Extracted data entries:
####################
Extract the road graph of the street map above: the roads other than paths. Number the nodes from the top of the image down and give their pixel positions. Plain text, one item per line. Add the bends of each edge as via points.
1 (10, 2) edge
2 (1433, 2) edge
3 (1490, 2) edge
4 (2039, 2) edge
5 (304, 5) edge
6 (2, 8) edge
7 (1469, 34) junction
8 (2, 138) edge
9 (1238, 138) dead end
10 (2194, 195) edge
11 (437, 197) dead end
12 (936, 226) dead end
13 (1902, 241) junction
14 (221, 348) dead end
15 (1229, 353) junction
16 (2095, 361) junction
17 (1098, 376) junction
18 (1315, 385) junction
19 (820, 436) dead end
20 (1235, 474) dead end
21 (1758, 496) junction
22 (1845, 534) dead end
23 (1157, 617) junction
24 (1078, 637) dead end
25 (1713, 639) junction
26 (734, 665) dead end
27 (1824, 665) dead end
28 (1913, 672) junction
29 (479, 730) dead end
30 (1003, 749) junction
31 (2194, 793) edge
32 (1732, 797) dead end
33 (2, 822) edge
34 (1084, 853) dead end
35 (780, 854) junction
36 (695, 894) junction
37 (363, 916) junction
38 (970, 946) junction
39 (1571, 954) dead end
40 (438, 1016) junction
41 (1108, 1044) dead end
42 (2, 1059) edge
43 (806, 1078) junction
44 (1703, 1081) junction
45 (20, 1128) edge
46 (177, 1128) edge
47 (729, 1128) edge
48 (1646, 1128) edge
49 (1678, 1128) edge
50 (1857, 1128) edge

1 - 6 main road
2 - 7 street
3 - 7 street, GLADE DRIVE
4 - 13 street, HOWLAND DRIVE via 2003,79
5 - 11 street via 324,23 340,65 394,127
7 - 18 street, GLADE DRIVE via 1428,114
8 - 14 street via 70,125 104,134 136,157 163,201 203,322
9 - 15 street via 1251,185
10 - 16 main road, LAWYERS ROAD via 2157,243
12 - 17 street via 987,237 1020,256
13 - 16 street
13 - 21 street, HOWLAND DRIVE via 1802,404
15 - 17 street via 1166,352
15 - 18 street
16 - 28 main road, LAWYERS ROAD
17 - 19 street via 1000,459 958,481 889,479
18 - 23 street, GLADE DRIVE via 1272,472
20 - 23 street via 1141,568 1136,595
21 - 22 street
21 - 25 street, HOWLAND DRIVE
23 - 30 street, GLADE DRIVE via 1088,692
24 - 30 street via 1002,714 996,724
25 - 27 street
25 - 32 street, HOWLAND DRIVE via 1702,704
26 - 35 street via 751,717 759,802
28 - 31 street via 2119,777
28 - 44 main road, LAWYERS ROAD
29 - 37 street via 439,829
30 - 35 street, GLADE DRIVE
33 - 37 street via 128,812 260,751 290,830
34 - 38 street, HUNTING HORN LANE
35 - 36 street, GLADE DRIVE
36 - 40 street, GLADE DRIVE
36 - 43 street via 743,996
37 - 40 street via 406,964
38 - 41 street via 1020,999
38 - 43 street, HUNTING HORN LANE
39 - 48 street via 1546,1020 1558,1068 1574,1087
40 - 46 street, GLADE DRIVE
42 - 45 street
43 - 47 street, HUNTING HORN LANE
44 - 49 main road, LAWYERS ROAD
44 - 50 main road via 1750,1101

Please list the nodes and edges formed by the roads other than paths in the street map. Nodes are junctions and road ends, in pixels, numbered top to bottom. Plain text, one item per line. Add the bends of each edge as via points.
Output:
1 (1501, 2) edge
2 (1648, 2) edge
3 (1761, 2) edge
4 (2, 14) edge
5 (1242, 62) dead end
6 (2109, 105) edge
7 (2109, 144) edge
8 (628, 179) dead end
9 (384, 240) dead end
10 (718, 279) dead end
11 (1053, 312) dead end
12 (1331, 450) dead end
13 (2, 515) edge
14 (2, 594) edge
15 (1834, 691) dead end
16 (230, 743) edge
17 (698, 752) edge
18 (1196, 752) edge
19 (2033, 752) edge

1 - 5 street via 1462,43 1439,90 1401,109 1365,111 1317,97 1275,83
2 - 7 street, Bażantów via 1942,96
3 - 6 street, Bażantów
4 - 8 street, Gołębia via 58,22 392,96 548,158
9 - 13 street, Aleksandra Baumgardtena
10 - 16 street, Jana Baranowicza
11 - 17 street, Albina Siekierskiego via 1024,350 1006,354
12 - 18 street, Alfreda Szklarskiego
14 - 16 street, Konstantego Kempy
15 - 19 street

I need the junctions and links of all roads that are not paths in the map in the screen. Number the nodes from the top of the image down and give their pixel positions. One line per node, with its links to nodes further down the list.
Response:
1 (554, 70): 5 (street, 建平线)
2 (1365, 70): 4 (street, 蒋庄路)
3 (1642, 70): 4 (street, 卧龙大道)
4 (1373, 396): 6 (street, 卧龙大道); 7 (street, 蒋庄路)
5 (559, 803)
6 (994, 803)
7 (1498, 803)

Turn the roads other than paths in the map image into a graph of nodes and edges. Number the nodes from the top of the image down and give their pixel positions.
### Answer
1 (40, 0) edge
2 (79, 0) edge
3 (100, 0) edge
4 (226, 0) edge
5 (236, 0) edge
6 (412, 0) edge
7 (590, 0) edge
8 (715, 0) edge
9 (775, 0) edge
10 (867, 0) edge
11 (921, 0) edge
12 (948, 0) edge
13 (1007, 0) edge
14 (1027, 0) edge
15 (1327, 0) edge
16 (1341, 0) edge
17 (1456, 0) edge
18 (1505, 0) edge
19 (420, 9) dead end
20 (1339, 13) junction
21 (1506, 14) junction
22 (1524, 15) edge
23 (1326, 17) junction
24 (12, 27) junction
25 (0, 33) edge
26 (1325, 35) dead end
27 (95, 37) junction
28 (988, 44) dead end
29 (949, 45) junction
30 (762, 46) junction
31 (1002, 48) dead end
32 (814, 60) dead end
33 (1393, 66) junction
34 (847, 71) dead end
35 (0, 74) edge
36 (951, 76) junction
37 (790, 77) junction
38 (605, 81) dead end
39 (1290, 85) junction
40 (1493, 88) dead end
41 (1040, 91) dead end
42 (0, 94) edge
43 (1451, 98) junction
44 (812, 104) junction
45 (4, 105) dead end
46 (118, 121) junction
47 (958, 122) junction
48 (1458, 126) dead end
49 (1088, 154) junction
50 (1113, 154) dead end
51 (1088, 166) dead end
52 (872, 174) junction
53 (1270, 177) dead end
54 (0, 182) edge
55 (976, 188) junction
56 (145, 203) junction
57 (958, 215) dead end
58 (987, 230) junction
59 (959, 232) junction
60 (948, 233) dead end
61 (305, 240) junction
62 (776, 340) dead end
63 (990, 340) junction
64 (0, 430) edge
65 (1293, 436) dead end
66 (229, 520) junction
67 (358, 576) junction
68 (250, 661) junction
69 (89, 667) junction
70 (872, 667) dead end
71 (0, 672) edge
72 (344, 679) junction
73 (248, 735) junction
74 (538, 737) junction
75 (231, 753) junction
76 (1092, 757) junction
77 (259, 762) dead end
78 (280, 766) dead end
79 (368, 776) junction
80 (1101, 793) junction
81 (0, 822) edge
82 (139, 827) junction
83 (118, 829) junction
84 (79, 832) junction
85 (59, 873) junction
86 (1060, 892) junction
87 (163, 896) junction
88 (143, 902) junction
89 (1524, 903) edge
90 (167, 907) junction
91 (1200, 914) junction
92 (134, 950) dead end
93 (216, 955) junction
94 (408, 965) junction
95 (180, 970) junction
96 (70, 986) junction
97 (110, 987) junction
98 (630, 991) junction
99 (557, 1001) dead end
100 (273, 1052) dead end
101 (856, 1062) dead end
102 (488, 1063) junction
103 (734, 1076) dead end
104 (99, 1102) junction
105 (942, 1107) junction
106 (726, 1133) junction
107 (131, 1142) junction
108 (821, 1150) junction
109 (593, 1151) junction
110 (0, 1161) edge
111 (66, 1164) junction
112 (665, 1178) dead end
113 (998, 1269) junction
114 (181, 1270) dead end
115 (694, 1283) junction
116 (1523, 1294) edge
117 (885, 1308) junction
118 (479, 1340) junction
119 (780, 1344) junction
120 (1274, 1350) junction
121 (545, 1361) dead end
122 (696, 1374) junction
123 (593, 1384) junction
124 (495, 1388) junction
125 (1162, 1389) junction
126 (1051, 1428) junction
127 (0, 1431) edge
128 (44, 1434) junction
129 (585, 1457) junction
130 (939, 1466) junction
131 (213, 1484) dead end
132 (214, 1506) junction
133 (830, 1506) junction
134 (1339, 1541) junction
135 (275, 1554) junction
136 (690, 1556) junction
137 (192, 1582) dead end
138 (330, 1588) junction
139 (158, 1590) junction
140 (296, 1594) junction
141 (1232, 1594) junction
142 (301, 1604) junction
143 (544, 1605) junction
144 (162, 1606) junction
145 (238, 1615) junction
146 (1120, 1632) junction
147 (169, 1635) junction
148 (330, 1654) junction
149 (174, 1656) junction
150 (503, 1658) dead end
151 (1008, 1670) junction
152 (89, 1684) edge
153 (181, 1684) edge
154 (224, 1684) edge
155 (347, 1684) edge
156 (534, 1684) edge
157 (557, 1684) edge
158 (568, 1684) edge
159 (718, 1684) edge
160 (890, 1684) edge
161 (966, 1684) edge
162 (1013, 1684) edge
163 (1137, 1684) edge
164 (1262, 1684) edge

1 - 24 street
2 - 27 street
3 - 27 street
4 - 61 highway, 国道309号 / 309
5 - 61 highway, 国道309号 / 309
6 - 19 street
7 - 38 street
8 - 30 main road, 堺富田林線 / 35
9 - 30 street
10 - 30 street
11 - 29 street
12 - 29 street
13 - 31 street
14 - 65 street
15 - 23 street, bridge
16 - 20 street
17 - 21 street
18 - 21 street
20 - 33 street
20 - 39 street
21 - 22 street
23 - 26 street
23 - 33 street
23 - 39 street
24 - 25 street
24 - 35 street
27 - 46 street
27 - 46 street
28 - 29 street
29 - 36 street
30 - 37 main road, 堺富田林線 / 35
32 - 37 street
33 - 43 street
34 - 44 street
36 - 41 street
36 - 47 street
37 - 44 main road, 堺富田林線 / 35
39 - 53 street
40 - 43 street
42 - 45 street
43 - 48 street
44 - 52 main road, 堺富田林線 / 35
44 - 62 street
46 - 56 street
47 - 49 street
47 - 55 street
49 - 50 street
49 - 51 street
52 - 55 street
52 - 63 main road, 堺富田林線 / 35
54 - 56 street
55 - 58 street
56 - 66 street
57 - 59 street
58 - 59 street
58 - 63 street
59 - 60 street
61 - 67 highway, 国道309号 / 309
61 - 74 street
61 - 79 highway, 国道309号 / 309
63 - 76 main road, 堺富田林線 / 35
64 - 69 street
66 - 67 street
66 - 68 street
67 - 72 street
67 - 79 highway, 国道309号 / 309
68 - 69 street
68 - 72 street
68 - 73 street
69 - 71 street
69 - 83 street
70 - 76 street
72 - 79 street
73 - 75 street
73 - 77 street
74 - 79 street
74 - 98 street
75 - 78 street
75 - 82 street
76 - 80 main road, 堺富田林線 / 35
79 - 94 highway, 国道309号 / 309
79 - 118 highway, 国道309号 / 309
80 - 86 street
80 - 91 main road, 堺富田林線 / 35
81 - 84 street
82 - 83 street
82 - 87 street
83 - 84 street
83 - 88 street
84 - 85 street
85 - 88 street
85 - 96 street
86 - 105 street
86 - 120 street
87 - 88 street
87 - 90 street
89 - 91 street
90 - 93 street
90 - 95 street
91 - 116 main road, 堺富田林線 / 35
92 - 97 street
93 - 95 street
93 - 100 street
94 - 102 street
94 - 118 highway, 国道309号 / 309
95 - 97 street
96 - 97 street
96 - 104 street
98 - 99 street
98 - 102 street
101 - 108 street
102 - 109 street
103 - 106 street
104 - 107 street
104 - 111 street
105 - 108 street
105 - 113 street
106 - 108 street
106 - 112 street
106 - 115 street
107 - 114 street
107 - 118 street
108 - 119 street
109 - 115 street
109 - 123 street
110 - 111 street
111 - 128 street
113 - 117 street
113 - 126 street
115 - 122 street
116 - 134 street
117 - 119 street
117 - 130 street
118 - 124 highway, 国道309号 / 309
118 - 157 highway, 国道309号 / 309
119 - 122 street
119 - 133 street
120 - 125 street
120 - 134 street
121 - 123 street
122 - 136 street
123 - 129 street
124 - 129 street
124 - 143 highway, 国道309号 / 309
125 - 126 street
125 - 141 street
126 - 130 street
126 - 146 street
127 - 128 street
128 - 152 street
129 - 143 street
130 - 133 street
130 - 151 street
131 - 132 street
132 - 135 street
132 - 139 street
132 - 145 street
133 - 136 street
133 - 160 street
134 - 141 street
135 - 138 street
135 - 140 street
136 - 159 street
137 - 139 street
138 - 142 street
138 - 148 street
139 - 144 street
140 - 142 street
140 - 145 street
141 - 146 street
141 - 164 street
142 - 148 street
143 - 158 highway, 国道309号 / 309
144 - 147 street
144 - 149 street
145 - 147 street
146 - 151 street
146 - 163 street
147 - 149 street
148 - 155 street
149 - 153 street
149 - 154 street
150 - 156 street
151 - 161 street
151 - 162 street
####################
**EXERCISE AIM:** From the entries, report each line that includes the word "Bażantów".

**OUTPUT OF THE EXERCISE:**
2 - 7 street, Bażantów via 1942,96
3 - 6 street, Bażantów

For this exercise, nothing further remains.